そのとき、ありのままの自分で全力で働ける環境を作るには、自分で会社を作るしかないと気付き起業しました。

どうしたら自分が輝けるか。視点はそれだけ

円形脱毛症に悩んでいたときは「練習のための練習をしているな」と感じていました。

つまり円形脱毛症は目的がわからない辛抱や我慢の現れだったんです。

ラグビーをしていたときを思い返すと、練習は勝つためのものでした。

しかし円形脱毛症だった当時はそれに耐えたところで、僕の求める勝利はありませんでした。

その練習が将来勝つために、より将来より輝くために必要なものだとわかっているなら、ストレスにはなりません。

しかし、当時の自分は目的なくただ耐えているだけ。

次につなげたいビジョンもありませんでした。

今、こうしてスキンヘッドで仕事ができて、自分のやりたいことを仕事にしていますが、悩みがないわけではありません。

しかし、辛抱や我慢をしていると感じたこともありません。

その先のビジョンや達成したいことがあるので乗り越えることが楽しいし、楽しさに繋がらない悩みはしない方がいいですよね。

髪型のことで悩んだこともありません。

どんな髪型になっても僕は変わらないし、髪の毛のある人や顔が格好良い人を見て「あの人みたいになりたい」と思ったこともありません。
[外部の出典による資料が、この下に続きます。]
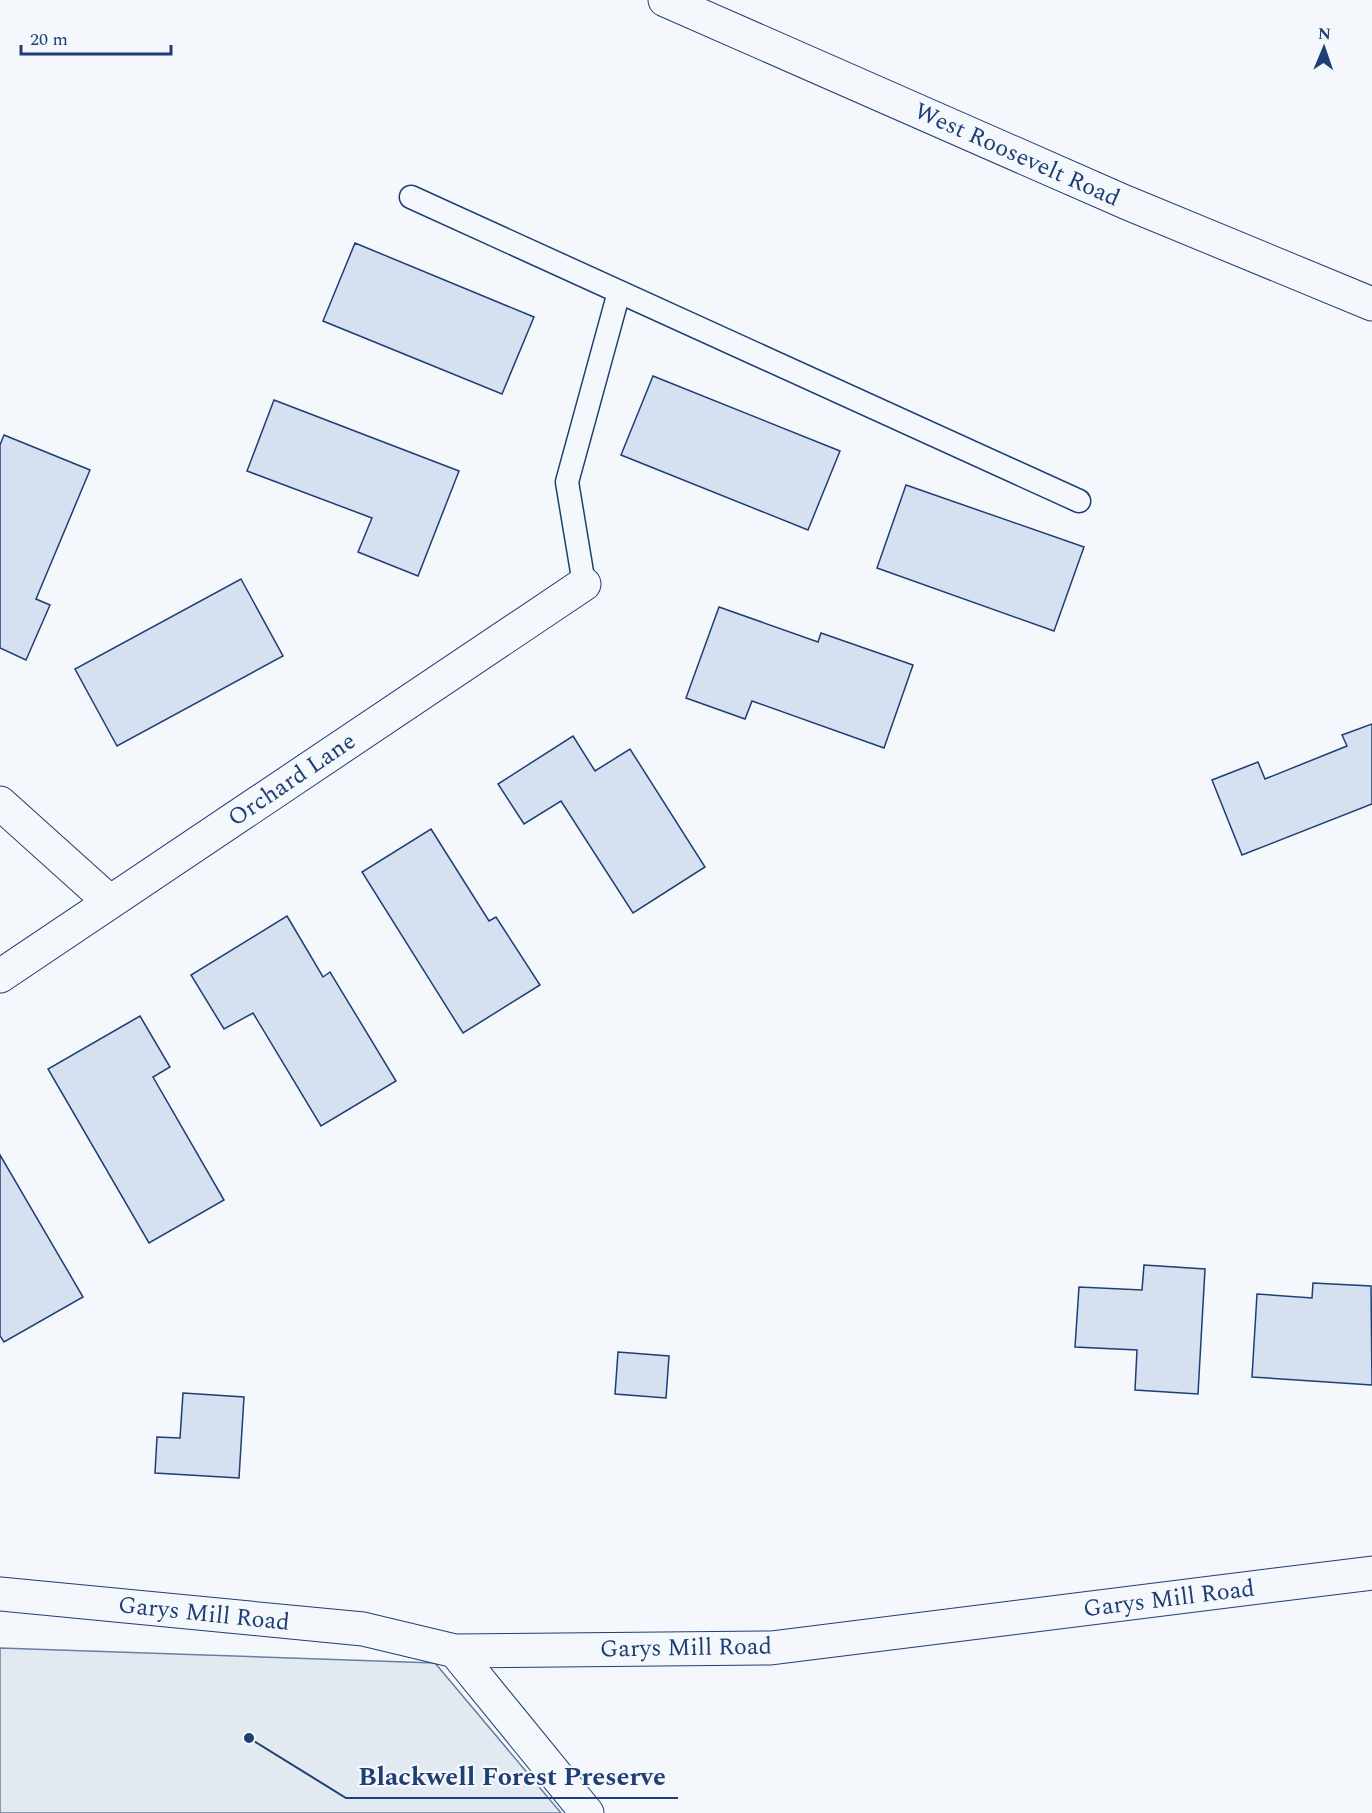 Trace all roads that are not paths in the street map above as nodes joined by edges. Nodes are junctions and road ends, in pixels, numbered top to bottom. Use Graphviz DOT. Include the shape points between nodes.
graph roads {
  1 [pos="665,0"];
  2 [pos="411,197"];
  3 [pos="619,292"];
  4 [pos="1372,304"];
  5 [pos="1079,501"];
  6 [pos="584,584"];
  7 [pos="0,803"];
  8 [pos="110,903"];
  9 [pos="0,976"];
  10 [pos="1372,1573"];
  11 [pos="0,1594"];
  12 [pos="455,1651"];
  13 [pos="587,1813"];
  1 -- 4 [label="street, West Roosevelt Road" via="1125,202"];
  2 -- 3 [label="lane"];
  3 -- 5 [label="lane"];
  3 -- 6 [label="lane" via="567,482"];
  6 -- 8 [label="street, Orchard Lane"];
  7 -- 8 [label="street"];
  8 -- 9 [label="street, Orchard Lane"];
  10 -- 12 [label="street, Garys Mill Road" via="771,1648"];
  11 -- 12 [label="street, Garys Mill Road" via="363,1629"];
  12 -- 13 [label="street"];
} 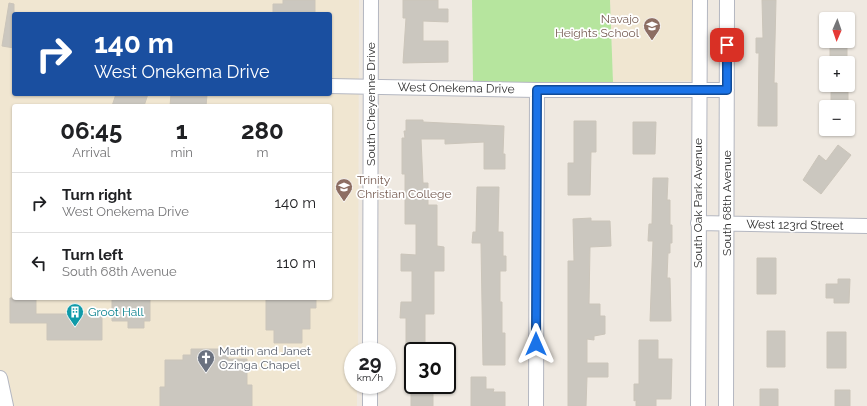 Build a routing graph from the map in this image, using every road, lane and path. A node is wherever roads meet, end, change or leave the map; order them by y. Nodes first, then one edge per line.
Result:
1 (372, 0) edge
2 (700, 0) edge
3 (727, 0) edge
4 (332, 86) edge
5 (372, 86) junction
6 (537, 90) junction
7 (698, 90) junction
8 (727, 90) junction
9 (698, 223) junction
10 (726, 223) junction
11 (867, 226) edge
12 (370, 342) edge
13 (0, 378) edge
14 (370, 394) edge
15 (6, 406) edge
16 (370, 406) edge
17 (536, 406) edge
18 (698, 406) edge
19 (726, 406) edge

1 - 5 street, South Cheyenne Drive
2 - 7 street, South Oak Park Avenue
3 - 8 street, South 68th Avenue
4 - 5 street, West Onekema Drive
5 - 6 street, West Onekema Drive
5 - 12 street, South Cheyenne Drive
6 - 7 street, West Onekema Drive
6 - 17 street
7 - 8 street, West Onekema Drive
7 - 9 street, South Oak Park Avenue
8 - 10 street, South 68th Avenue
9 - 10 street, West 123rd Street
9 - 18 street, South Oak Park Avenue
10 - 11 street, West 123rd Street
10 - 19 street, South 68th Avenue
13 - 15 street
14 - 16 street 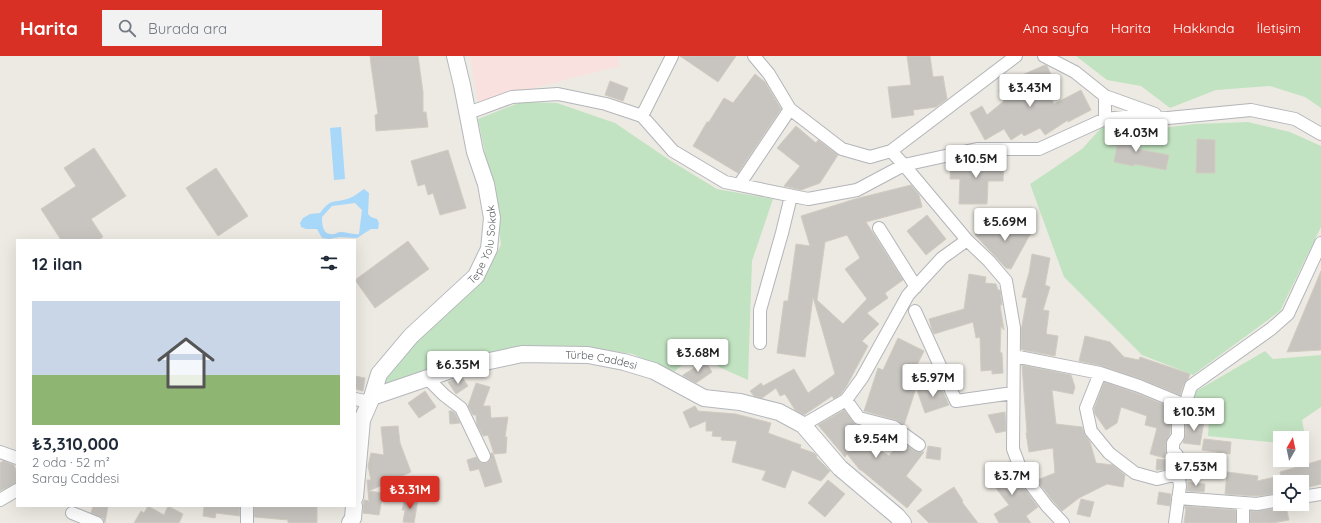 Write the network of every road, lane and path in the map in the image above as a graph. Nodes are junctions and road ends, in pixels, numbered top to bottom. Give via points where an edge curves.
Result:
1 (455, 56) edge
2 (672, 56) edge
3 (754, 56) edge
4 (1016, 56) edge
5 (1044, 56) edge
6 (1105, 96) junction
7 (790, 109) junction
8 (468, 113) junction
9 (642, 116) junction
10 (1168, 118) junction
11 (1105, 119) junction
12 (1321, 134) edge
13 (891, 151) junction
14 (904, 165) junction
15 (739, 185) junction
16 (791, 196) junction
17 (880, 228) dead end
18 (967, 240) junction
19 (1321, 243) edge
20 (916, 287) junction
21 (915, 311) dead end
22 (760, 343) dead end
23 (1014, 356) junction
24 (1100, 373) junction
25 (428, 378) junction
26 (1013, 393) junction
27 (366, 399) edge
28 (846, 400) junction
29 (1185, 405) junction
30 (803, 425) junction
31 (919, 445) dead end
32 (0, 452) edge
33 (484, 456) dead end
34 (16, 458) edge
35 (1178, 474) junction
36 (356, 478) edge
37 (16, 491) edge
38 (1321, 494) edge
39 (1309, 496) edge
40 (1178, 498) junction
41 (0, 500) edge
42 (1273, 501) edge
43 (1244, 503) junction
44 (247, 507) edge
45 (354, 507) edge
46 (71, 514) edge
47 (97, 523) edge
48 (247, 523) edge
49 (350, 523) edge
50 (903, 523) edge
51 (1063, 523) edge
52 (1175, 523) edge
53 (1242, 523) edge

1 - 8 street, Tepe Yolu Sokak
2 - 9 street
3 - 7 street via 769,74
4 - 13 street
5 - 6 street via 1076,72
6 - 10 street
6 - 11 street
7 - 13 street via 842,149 870,157
7 - 15 street
8 - 9 street via 512,97 558,94 606,104
8 - 27 street, Tepe Yolu Sokak via 492,218 489,249 476,276 411,336 379,374
9 - 15 street via 673,151 725,182
10 - 11 street via 1134,116
10 - 12 street via 1250,110 1295,119
11 - 14 street via 1039,149 978,149
13 - 14 street
14 - 16 street via 857,190 808,199
14 - 18 street
15 - 16 street
16 - 22 street via 760,310
17 - 20 street
18 - 20 street via 942,258
18 - 23 street via 1006,281 1014,328
19 - 29 street via 1288,314 1191,386
20 - 28 street via 908,295 862,378
21 - 26 street via 956,401
23 - 24 street
23 - 26 street
24 - 29 street
24 - 35 street via 1086,408 1090,431 1109,453 1135,473 1157,478
25 - 27 street, Türbe Caddesi
25 - 30 street, Türbe Caddesi via 457,368 522,354 588,355 654,371 704,398 740,402 779,412
25 - 33 street via 461,408
26 - 51 street via 1013,450 1022,474
27 - 36 street, Tepe Yolu Sokak
28 - 30 street
28 - 31 street via 859,418 894,427
29 - 35 street via 1178,423 1178,436 1173,443 1173,451 1177,455
30 - 50 street, Türbe Caddesi via 840,468
32 - 34 street
35 - 40 street
37 - 41 street
38 - 39 street
40 - 43 street
40 - 52 street
42 - 43 street
43 - 53 street
44 - 48 street
45 - 49 street
46 - 47 street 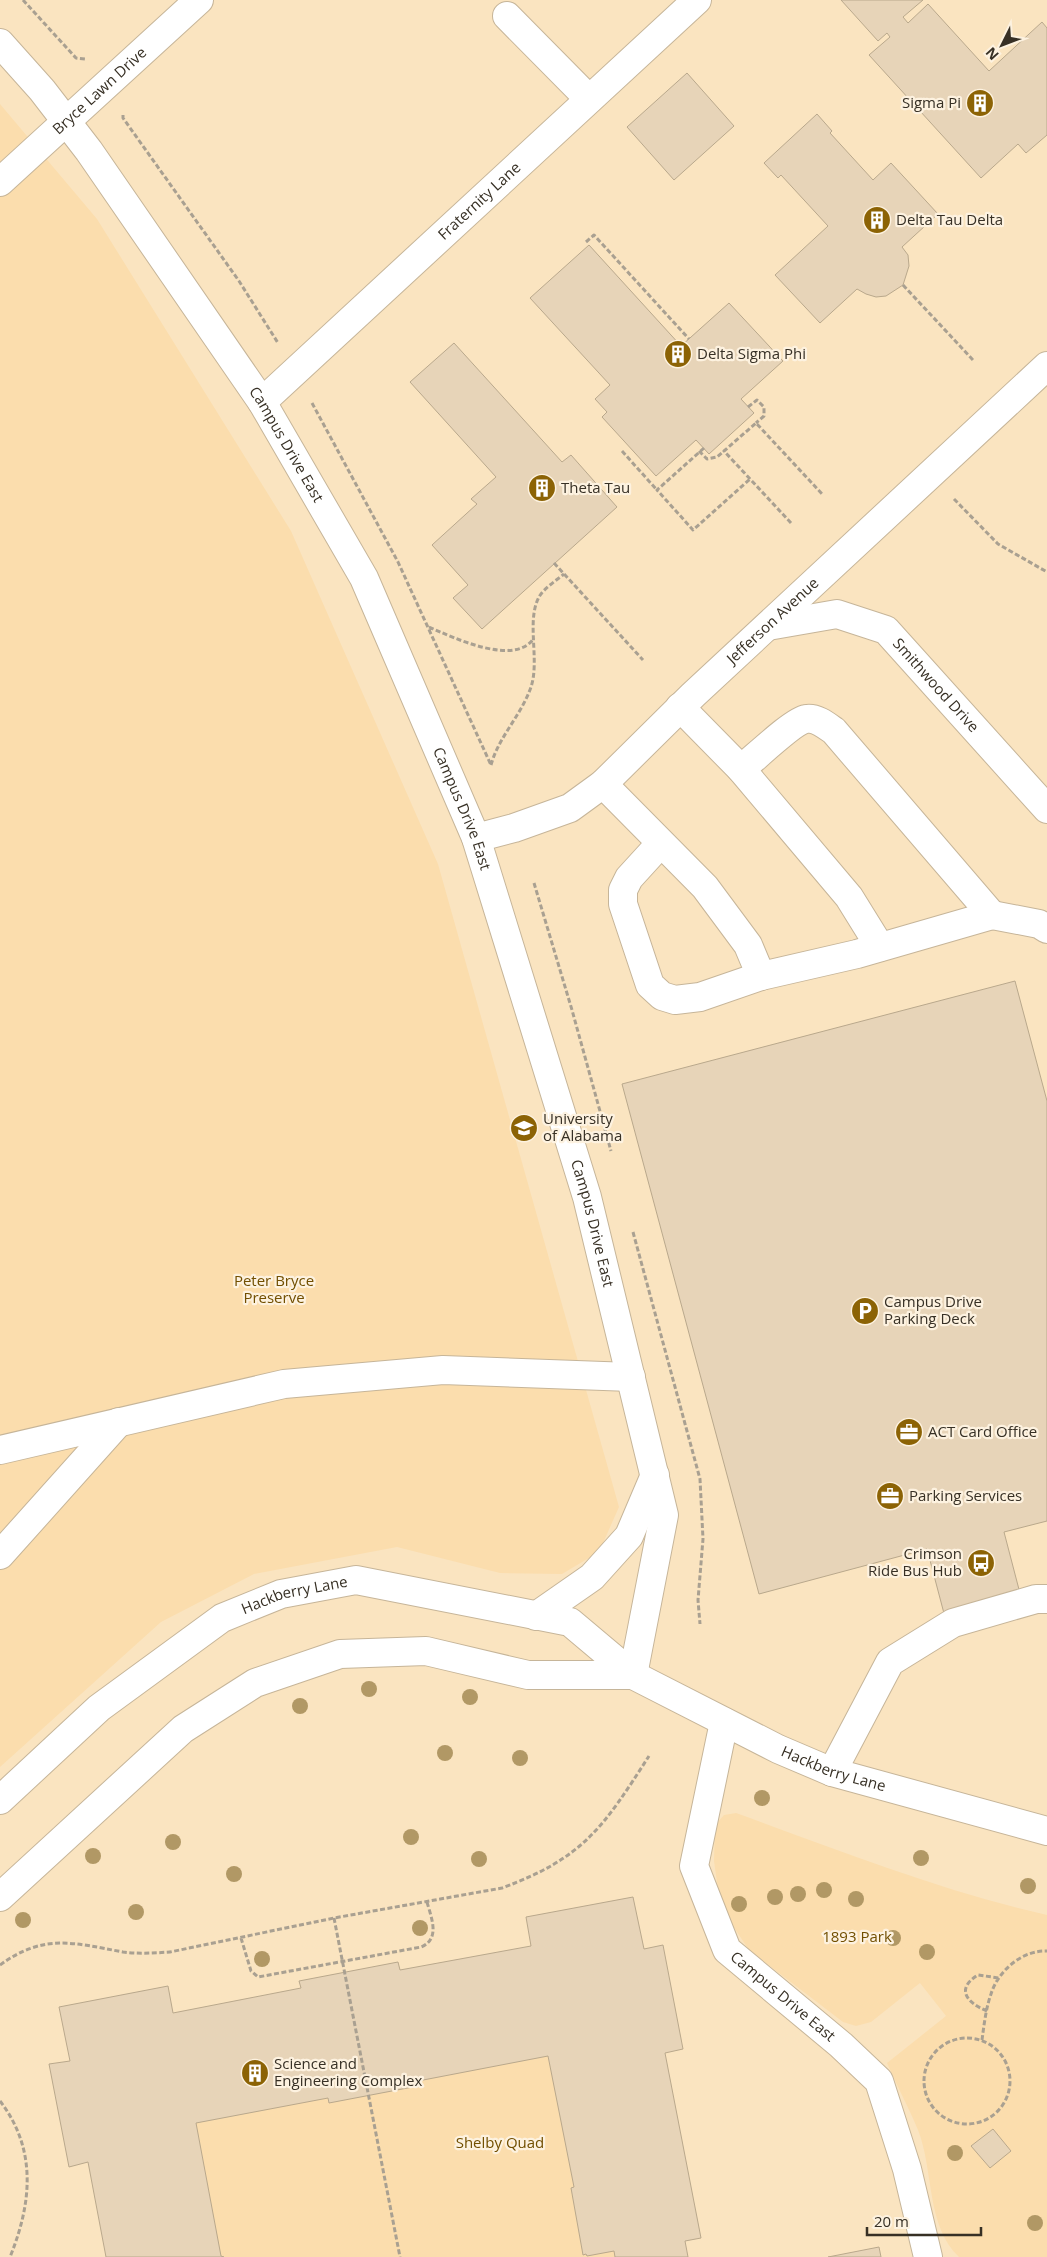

どうしたらありのままの自分が輝けるんだろうという視点で行動してきました。

頭の形が綺麗だからスキンヘッドのままでいようと思ったり、スキンヘッドの自分が無意味なストレスを受けずに輝ける場所を作ったりしたのはその行動理念からきたものです。

自分がより輝くにはどうすればいいかという軸で考えて行動すれば、ピンチは全て将来のチャンスに変わります。

悩みは自分をより美味しく熟成してくれます。悩みを敵ではなく味方にしまえば、命の限りワクワクし続けられると思っています。

 

人は何かに耐えることを美徳としてしまいがちだ。

しかしその忍耐には本当に意味があるのか、自分の目的地を見つめながら今一度考えてみたい。